_YOUR ASSIGNMENT_.
Reproduce each record exactly, leaving nothing out.

*** Opening of DATASET RECORDS ***

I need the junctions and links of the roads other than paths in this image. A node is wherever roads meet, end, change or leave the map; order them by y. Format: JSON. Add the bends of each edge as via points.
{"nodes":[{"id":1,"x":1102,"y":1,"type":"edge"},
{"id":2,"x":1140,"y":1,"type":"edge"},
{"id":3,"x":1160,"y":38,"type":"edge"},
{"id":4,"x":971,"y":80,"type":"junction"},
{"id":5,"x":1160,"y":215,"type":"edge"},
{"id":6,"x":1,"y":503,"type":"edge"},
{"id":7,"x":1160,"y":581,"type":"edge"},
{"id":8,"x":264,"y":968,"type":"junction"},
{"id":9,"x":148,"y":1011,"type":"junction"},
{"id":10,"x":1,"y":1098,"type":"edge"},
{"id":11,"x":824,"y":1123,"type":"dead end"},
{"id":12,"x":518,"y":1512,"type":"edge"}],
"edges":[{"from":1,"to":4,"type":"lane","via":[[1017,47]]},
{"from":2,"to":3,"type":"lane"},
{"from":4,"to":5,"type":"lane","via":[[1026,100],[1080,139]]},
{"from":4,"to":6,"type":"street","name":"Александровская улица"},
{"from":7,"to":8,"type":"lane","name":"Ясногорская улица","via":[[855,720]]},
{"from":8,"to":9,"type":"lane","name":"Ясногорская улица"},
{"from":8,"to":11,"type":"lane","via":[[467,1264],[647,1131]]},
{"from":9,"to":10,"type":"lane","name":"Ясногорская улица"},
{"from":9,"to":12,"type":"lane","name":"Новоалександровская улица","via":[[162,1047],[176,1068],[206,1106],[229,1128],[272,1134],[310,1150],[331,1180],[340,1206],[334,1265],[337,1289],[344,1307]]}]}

*** Close of DATASET RECORDS ***

_OUTPUT OF THE EXERCISE_.
I need the junctions and links of the roads other than paths in this image. A node is wherever roads meet, end, change or leave the map; order them by y. Format: JSON. Add the bends of each edge as via points.
{"nodes":[{"id":1,"x":1102,"y":1,"type":"edge"},
{"id":2,"x":1140,"y":1,"type":"edge"},
{"id":3,"x":1160,"y":38,"type":"edge"},
{"id":4,"x":971,"y":80,"type":"junction"},
{"id":5,"x":1160,"y":215,"type":"edge"},
{"id":6,"x":1,"y":503,"type":"edge"},
{"id":7,"x":1160,"y":581,"type":"edge"},
{"id":8,"x":264,"y":968,"type":"junction"},
{"id":9,"x":148,"y":1011,"type":"junction"},
{"id":10,"x":1,"y":1098,"type":"edge"},
{"id":11,"x":824,"y":1123,"type":"dead end"},
{"id":12,"x":518,"y":1512,"type":"edge"}],
"edges":[{"from":1,"to":4,"type":"lane","via":[[1017,47]]},
{"from":2,"to":3,"type":"lane"},
{"from":4,"to":5,"type":"lane","via":[[1026,100],[1080,139]]},
{"from":4,"to":6,"type":"street","name":"Александровская улица"},
{"from":7,"to":8,"type":"lane","name":"Ясногорская улица","via":[[855,720]]},
{"from":8,"to":9,"type":"lane","name":"Ясногорская улица"},
{"from":8,"to":11,"type":"lane","via":[[467,1264],[647,1131]]},
{"from":9,"to":10,"type":"lane","name":"Ясногорская улица"},
{"from":9,"to":12,"type":"lane","name":"Новоалександровская улица","via":[[162,1047],[176,1068],[206,1106],[229,1128],[272,1134],[310,1150],[331,1180],[340,1206],[334,1265],[337,1289],[344,1307]]}]}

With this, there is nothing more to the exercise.